>>>

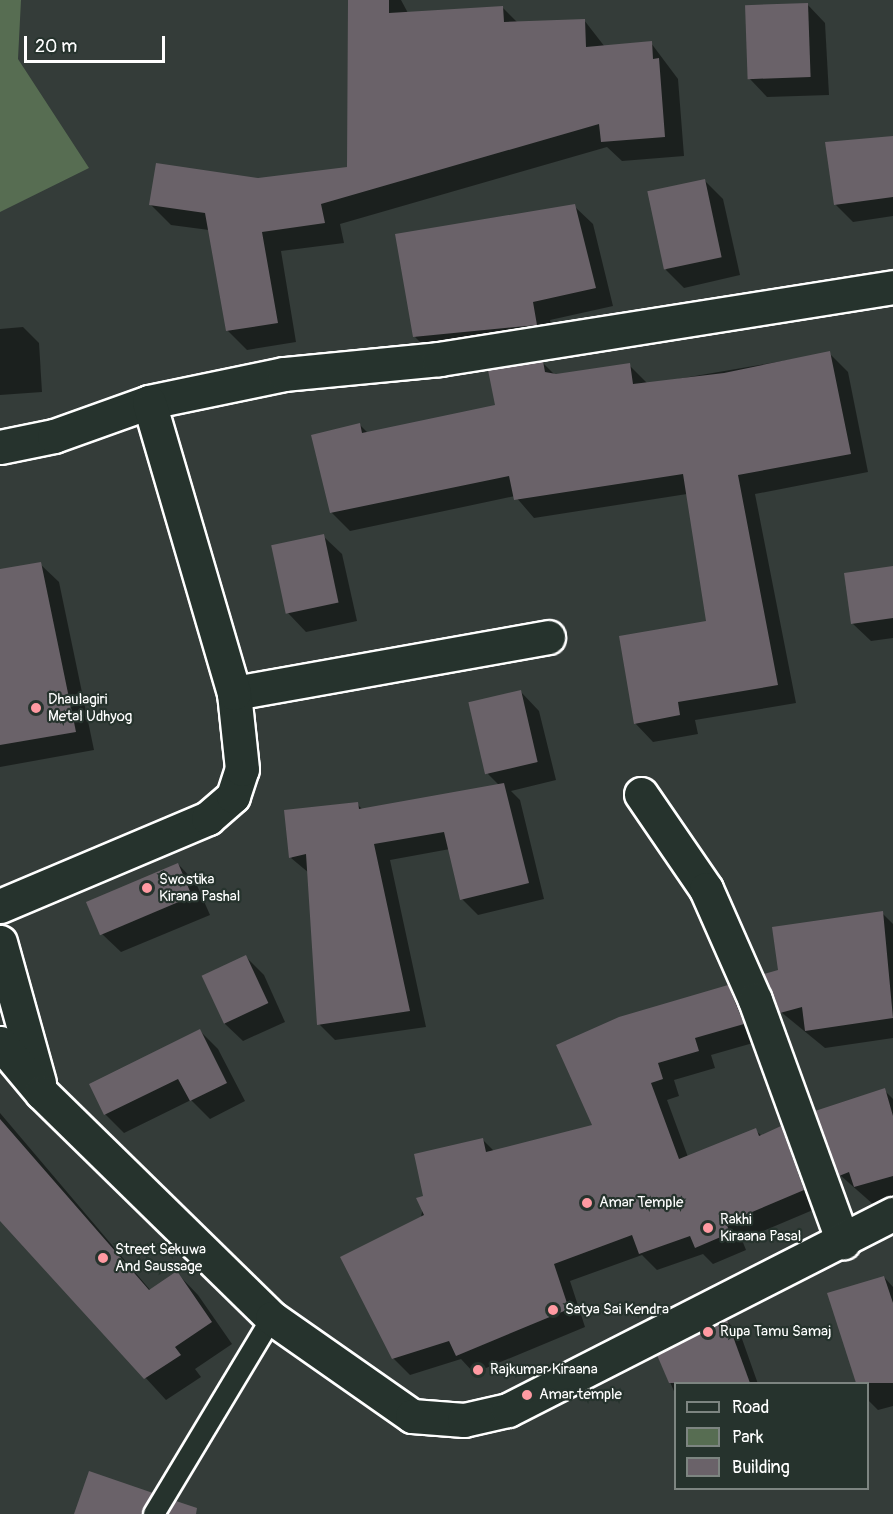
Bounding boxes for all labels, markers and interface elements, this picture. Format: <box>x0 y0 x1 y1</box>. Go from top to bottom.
scale bar <box>27 24 168 62</box>
text: 20 m <box>35 35 77 58</box>
place label: Dhaulagiri Metal Udhyog <box>48 690 132 725</box>
marker: Dhaulagiri Metal Udhyog <box>29 701 43 715</box>
place label: Swostika Kirana Pashal <box>159 870 240 905</box>
marker: Swostika Kirana Pashal <box>140 881 154 895</box>
place label: Amar Temple <box>599 1194 683 1212</box>
marker: Amar Temple <box>580 1196 594 1210</box>
place label: Rakhi Kiraana Pasal <box>720 1210 801 1245</box>
marker: Rakhi Kiraana Pasal <box>701 1221 715 1235</box>
place label: Street Sekuwa And Saussage <box>115 1240 206 1275</box>
marker: Street Sekuwa And Saussage <box>96 1251 110 1265</box>
place label: Satya Sai Kendra <box>565 1301 669 1319</box>
marker: Satya Sai Kendra <box>546 1303 560 1317</box>
place label: Rupa Tamu Samaj <box>720 1323 832 1341</box>
marker: Rupa Tamu Samaj <box>701 1325 715 1339</box>
place label: Rajkumar Kiraana <box>490 1361 598 1379</box>
marker: Rajkumar Kiraana <box>471 1363 485 1377</box>
legend <box>674 1382 869 1490</box>
place label: Amar temple <box>539 1386 622 1404</box>
marker: Amar temple <box>520 1388 534 1402</box>
text: Road <box>732 1396 769 1419</box>
text: Park <box>732 1426 764 1449</box>
text: Building <box>732 1456 790 1479</box>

<<<

An exact reprint of the records above is required, with all pictures left out.

# ANSWER FOR THIS EXERCISE
Bounding boxes for all labels, markers and interface elements, this picture. Format: <box>x0 y0 x1 y1</box>. Go from top to bottom.
scale bar <box>27 24 168 62</box>
text: 20 m <box>35 35 77 58</box>
place label: Dhaulagiri Metal Udhyog <box>48 690 132 725</box>
marker: Dhaulagiri Metal Udhyog <box>29 701 43 715</box>
place label: Swostika Kirana Pashal <box>159 870 240 905</box>
marker: Swostika Kirana Pashal <box>140 881 154 895</box>
place label: Amar Temple <box>599 1194 683 1212</box>
marker: Amar Temple <box>580 1196 594 1210</box>
place label: Rakhi Kiraana Pasal <box>720 1210 801 1245</box>
marker: Rakhi Kiraana Pasal <box>701 1221 715 1235</box>
place label: Street Sekuwa And Saussage <box>115 1240 206 1275</box>
marker: Street Sekuwa And Saussage <box>96 1251 110 1265</box>
place label: Satya Sai Kendra <box>565 1301 669 1319</box>
marker: Satya Sai Kendra <box>546 1303 560 1317</box>
place label: Rupa Tamu Samaj <box>720 1323 832 1341</box>
marker: Rupa Tamu Samaj <box>701 1325 715 1339</box>
place label: Rajkumar Kiraana <box>490 1361 598 1379</box>
marker: Rajkumar Kiraana <box>471 1363 485 1377</box>
legend <box>674 1382 869 1490</box>
place label: Amar temple <box>539 1386 622 1404</box>
marker: Amar temple <box>520 1388 534 1402</box>
text: Road <box>732 1396 769 1419</box>
text: Park <box>732 1426 764 1449</box>
text: Building <box>732 1456 790 1479</box>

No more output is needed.